Monday, February 04, 2008

last week's trades

were DRYS (sell), MCGC (sell), and COF (sell short).

First, DRYS. I sold it because I had two out of three reasons for holding it. It would have been greedy of me to hold it any longer. The first thing that happened was that the Baltic Dry Index bounced upwards, ending its freefall. The second thing was First Maritime's takeover of Quintana Marine. This was unforseen, but fortuitious, as it priced in a takeover premium across the industry. The second thing happened halfway. That was an agreement by Baosteel with BHP on a 70% increase in the amount of coal purchased, although there is still no agreement on price. Finally, the VIX dropped below 25 on Friday, closing out a great week for the DOW and showing some easing of fear and bearish sentiment. 42% gain.
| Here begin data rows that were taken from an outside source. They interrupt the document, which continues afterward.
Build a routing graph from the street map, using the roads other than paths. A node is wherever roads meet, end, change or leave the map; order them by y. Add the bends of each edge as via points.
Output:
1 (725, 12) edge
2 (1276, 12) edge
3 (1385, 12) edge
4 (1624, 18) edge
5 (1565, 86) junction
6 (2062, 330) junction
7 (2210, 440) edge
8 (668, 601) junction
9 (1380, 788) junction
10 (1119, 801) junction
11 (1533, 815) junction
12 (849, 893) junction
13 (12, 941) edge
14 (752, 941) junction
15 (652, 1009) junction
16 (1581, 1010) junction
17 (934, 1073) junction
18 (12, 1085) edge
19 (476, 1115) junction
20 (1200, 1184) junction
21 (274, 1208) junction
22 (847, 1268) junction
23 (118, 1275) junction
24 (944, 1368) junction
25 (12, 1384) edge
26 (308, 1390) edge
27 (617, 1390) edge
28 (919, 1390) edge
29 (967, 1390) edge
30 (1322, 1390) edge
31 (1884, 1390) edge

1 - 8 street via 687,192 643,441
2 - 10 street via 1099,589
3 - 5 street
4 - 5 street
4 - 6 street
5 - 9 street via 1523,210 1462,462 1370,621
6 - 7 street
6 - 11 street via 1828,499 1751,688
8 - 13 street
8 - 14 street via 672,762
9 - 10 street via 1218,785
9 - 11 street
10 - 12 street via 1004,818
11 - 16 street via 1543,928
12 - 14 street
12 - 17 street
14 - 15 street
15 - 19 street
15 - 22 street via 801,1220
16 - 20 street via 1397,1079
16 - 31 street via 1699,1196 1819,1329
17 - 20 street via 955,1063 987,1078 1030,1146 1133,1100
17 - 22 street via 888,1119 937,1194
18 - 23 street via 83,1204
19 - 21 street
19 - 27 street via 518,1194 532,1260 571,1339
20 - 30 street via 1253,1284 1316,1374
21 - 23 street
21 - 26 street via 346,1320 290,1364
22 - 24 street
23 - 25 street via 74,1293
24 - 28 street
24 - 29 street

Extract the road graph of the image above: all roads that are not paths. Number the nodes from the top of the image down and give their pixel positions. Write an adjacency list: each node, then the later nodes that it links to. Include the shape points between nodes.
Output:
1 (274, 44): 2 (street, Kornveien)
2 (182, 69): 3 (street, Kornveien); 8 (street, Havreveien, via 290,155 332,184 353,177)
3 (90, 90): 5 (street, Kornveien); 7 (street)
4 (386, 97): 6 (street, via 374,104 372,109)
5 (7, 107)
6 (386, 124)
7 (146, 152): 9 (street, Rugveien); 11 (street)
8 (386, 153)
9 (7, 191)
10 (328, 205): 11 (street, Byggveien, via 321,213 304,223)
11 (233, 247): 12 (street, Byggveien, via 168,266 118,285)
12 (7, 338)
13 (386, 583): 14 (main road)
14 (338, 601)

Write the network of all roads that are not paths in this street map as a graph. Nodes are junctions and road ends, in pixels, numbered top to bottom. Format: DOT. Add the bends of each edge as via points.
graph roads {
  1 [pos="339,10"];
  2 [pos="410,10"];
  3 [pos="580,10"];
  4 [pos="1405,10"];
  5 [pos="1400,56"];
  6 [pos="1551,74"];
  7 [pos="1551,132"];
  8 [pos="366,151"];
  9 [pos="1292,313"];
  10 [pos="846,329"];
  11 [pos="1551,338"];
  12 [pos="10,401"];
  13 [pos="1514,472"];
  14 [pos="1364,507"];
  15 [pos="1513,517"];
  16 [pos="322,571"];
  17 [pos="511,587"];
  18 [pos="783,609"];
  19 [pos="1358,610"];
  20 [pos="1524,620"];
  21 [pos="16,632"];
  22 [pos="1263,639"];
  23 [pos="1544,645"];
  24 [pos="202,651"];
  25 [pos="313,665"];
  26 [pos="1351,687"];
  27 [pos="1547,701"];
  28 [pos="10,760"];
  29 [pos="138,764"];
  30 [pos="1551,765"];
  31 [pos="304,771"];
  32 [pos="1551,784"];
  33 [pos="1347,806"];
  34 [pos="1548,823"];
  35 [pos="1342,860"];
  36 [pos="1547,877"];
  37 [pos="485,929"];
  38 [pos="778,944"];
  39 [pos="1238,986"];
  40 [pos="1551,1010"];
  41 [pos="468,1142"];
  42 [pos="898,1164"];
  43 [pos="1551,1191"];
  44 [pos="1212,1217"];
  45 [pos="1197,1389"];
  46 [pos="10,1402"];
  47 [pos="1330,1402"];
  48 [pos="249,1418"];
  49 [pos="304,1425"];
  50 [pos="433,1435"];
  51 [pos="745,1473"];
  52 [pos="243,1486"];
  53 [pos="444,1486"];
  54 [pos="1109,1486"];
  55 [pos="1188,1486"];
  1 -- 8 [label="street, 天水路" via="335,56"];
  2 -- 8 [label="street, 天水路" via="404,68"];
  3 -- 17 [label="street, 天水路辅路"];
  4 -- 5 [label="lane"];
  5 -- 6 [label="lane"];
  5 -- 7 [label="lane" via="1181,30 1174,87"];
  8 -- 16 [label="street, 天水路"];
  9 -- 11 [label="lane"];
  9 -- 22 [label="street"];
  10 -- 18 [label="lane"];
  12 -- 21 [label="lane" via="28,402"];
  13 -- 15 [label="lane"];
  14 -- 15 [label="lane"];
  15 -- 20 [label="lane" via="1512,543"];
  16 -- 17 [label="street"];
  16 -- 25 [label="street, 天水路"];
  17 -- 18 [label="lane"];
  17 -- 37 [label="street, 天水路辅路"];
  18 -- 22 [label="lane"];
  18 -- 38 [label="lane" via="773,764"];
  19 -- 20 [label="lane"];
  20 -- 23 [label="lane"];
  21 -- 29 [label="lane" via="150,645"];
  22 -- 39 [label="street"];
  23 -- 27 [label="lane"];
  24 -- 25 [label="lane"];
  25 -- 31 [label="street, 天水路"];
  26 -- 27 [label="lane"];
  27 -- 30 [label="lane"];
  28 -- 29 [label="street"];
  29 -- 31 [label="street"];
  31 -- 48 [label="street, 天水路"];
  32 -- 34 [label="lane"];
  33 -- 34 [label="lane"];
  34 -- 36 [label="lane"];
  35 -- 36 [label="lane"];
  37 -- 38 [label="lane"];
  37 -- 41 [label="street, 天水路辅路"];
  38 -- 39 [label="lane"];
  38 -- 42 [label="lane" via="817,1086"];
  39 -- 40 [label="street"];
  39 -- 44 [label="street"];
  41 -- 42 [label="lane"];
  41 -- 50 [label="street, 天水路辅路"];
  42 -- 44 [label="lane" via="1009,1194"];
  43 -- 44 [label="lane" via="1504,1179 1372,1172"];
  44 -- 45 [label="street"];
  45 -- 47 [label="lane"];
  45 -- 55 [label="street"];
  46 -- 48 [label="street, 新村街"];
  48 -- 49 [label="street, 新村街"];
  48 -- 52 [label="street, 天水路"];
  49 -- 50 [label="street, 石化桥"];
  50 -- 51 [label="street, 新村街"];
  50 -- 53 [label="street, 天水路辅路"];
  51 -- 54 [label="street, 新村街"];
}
Next, MCGC. Sold at $13.11 for a 5% gain. MCGC's been riding the financial bounceback all week like a rocket. I will look to buy it again when it drops below $12.00. I was thinking about selling my July $12.50 call as well, but I wouldn't even make anything after trading costs. I had been hoping to get $2.50 for it, but if I can get $1.50+, I'll take it.

Last trade, COF. I was thinking it was a good short over $51.50. I didn't have room for it in the portfolio earlier in the week. Also, the financials were still rallying too hard. However, Friday seemed like it may be a turning point in the market. At $56.99, COF was at the top of my list.

Other candidates were FXB, CMG, UA, DECK, FXI, and the highest bouncing homebuilders.